104) When looking at your data, look at your website at the same time. This will help you investigate causality.
Matt Bailey

105) Give different reports for different sorts of people eg, product manager and CEO.
Matt Bailey

106) Show the money.
Matt Bailey

107) Check response rates for different resolution monitors. Stretchy layouts might kill response on wide screens.
Matt Bailey

108) Use GA to find which 404s are found by people. Webmaster reports don't show you this.
Matt Bailey

109) Segment by entry point. Find out if you're ranking with the right page - one that converts. If not then add conversion to the low converting pages or soft optimization to the high converting one.
Matt Bailey

110) Filling in your 'per visit goal value' on Google Analytics as money is a great motivator.
Matt Bailey

PPC

111) Clever marketers think about what’s going on in the media and leverage that in their choice of keywords.
Erica Schmidt via Microsoft Ad Center

112) SEM is not only a science but also an art. The art: to make sure the right keywords show your ads at the right time.
Erica Schmidt via Microsoft Ad Center

113) Ad copy is scanned, not read. It needs to be compelling enough to get clicks and to always have a call to action.
Erica Schmidt via Microsoft Ad Center

114) Humans add the Art to the Science (of bid management).
Erica Schmidt via Yahoo! UK Search

115) Adwords QS is not or is only very slightly affected by domain name according to Sony testing.
Paul Szymanski via Yannick Veys

PPC or SEO

116) Collaboration or Cannibalization? PPC efforts should help your organic campaigns.
Bill Hunt via Carolina @ Acrylic Websites

117) Optimize the organic rankings for your highest CPC keywords to save you money.
Bill Hunt via Carolina @ Acrylic Websites

118) PPC advantages - control when your ads appear, you can test how you like and you can tweak to keyword precision.
Bill Hunt via Carolina @ Acrylic Websites

119) PPC advantage: you can have a PPC ad on a Facebook page.
Bill Hunt via Carolina @ Acrylic Websites

120) Most companies don't make enough money to sustain a PPC campaign which makes SEO cheaper in the long run.
Dave Naylor via Carolina @ Acrylic Websites

121) SEO never turns off. However it also never loses any money if you don’t switch it off/on at the right time. That should be considered a win.
Dave Naylor via State of Search

122) Geo-targeting - cookies now mean that Google is also delivering the most relevant local, related organic results to searchers. However at a granular level, looking at control. SEO does not focus on being that specific or that granular. It looks to cover everything.
Dave Naylor via State of Search

123) For PPC and SEO you require a totally different set of skills and tools.
Jonathan Beeston via Carolina @ Acrylic Websites

124) You can do anything with PPC – running your ads when you want and to whom you want. There is complete and precise control over what you do.
Jonathan Beeston via Carolina @ Acrylic Websites

125) AGAIN? I can't believe in 2011 we are still having an SEO vs PPC session at SES UK! They work together. Period!
Davide Corradi

130 takeaways from day two

From day two of SES London we have 130 new takeaways. (The numbering starts from day one's 125 takeaways.)

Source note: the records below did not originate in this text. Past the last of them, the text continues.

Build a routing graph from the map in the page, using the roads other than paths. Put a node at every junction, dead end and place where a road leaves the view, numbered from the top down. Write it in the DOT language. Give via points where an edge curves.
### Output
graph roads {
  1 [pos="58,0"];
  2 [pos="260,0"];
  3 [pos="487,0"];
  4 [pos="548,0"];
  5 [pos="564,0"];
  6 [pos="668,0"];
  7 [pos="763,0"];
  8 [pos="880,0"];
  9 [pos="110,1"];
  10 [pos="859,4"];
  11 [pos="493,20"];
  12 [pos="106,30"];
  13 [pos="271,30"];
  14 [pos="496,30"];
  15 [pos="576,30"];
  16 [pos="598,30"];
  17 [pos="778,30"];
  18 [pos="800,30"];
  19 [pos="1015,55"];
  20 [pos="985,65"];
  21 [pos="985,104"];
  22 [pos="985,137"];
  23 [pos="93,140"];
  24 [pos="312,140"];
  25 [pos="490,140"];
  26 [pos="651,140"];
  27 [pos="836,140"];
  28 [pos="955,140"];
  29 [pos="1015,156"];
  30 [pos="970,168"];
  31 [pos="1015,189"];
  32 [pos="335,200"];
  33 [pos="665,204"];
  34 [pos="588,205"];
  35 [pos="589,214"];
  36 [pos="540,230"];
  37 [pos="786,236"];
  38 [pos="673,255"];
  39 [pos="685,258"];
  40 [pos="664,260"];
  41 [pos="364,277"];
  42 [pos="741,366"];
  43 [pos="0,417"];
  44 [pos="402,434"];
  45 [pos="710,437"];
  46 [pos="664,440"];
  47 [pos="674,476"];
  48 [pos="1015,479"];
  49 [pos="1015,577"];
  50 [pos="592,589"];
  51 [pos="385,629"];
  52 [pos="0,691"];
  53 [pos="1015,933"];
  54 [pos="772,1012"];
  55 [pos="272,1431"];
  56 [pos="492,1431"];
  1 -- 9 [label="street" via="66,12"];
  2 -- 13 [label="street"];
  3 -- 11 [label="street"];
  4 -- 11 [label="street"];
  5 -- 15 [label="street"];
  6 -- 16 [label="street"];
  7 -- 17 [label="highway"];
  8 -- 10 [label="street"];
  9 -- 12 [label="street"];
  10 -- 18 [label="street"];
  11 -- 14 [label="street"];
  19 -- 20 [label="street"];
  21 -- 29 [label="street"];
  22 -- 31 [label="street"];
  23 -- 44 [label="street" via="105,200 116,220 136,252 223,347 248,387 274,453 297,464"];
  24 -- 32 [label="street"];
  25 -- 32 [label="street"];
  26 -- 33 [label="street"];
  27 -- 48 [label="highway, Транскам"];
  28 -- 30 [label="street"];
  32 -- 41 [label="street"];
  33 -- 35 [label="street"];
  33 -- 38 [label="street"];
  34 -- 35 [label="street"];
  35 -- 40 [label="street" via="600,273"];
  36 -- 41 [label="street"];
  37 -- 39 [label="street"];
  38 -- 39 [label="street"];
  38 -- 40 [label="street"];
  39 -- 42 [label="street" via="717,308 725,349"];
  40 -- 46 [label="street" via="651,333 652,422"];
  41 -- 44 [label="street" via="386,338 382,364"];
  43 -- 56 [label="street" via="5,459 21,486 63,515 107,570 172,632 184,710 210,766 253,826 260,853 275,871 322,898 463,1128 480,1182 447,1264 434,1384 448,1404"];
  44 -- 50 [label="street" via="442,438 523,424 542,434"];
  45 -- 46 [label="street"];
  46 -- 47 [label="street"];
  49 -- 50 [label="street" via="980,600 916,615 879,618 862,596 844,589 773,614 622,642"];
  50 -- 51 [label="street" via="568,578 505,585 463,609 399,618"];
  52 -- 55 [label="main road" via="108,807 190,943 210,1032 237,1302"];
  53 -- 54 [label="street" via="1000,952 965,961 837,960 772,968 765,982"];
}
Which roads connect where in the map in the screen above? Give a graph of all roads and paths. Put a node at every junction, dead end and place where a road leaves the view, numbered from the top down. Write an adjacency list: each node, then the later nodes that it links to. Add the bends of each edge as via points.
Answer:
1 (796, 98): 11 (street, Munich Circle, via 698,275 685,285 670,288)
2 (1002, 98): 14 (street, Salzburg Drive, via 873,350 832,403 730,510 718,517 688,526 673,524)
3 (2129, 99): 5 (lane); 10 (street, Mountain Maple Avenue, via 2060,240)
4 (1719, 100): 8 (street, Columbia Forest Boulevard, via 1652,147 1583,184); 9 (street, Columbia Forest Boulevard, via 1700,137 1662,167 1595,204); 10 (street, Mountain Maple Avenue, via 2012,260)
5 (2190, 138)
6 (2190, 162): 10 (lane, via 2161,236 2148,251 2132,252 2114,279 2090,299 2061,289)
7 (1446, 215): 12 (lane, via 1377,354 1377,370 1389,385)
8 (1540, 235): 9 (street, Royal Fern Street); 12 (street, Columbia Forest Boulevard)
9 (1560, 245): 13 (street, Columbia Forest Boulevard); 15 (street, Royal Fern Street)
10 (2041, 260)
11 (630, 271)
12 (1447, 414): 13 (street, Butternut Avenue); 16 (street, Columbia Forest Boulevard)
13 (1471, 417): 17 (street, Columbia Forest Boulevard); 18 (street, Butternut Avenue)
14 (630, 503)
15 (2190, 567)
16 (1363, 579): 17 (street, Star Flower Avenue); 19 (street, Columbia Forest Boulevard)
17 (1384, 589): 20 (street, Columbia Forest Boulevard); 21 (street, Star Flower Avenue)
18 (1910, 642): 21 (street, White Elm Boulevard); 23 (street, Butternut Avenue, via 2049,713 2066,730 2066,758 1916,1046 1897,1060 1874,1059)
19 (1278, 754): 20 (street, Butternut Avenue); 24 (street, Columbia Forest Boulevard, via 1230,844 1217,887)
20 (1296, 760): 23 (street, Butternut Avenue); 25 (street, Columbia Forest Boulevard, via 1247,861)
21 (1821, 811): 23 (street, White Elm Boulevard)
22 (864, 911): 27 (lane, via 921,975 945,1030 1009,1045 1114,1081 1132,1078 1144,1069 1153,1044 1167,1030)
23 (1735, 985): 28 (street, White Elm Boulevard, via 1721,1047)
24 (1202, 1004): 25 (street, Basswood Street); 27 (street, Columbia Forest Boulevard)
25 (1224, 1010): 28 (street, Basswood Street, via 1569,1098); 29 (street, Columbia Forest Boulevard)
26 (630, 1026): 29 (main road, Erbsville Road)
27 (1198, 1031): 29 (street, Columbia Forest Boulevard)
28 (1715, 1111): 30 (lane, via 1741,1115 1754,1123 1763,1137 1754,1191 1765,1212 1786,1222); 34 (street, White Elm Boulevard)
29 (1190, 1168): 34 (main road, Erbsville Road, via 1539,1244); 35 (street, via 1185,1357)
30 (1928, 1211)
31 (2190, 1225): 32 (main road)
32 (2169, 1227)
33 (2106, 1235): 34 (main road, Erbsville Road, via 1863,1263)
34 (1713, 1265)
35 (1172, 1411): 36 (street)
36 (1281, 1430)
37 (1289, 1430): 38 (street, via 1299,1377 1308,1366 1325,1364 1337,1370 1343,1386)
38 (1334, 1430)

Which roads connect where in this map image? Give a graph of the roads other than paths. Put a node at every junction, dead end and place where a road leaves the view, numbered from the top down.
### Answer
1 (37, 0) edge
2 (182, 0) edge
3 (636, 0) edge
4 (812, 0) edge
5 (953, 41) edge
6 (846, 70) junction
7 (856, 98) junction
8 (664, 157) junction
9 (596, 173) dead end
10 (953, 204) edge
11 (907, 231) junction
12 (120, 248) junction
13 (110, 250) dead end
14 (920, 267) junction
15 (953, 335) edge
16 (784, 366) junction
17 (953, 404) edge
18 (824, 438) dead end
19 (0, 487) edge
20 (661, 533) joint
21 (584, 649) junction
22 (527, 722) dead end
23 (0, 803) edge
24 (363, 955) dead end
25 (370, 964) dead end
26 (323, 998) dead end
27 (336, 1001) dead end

The first collection comes from Patrick Altoft on link building from day one. Patrick makes an important and rarely aired point about the importance of branded links.

More link building

126) Bad link building can cost you your Google traffic. Eg, after some spammy link building was reported to Google, "one moment J C Penney was the most visible online destination for living room furniture in the US … next it was buried".
Patrick Altoft

127) Links are the most important ranking factor. Links are how Google distinguishes between otherwise similar websites. At it's simplest: the pages that have the most incoming links are deemed more important. But that is a simplification.
Patrick Altoft

128) Start finding link prospects by finding the inbound links to the top sites on Google's results pages for your target keywords. Use a tool like Open Site Explorer, then export into Excel and filter results for dupes and different type of sites like trusted sites (eg, .gov, .edu)
Patrick Altoft

129) Alternatively, Wordtracker Link Builder will do this for you and sort the link prospects into trusted sites, blogs, directories, article sites, job sites, social media and shopping sites.
Mark Nunney

130) Brand links are crucial. We tested 30 highly commercial UK keywords and every single keyword followed the same pattern: sites with large brand link authority rank higher. Non-brands are using branded anchor text links to make Google believe they are brands.
Patrick Altoft

131) Most people think that paid or unnatural links are devalued if they are on a site that is openly selling links or putting groups of paid links in sidebars or footers. But ...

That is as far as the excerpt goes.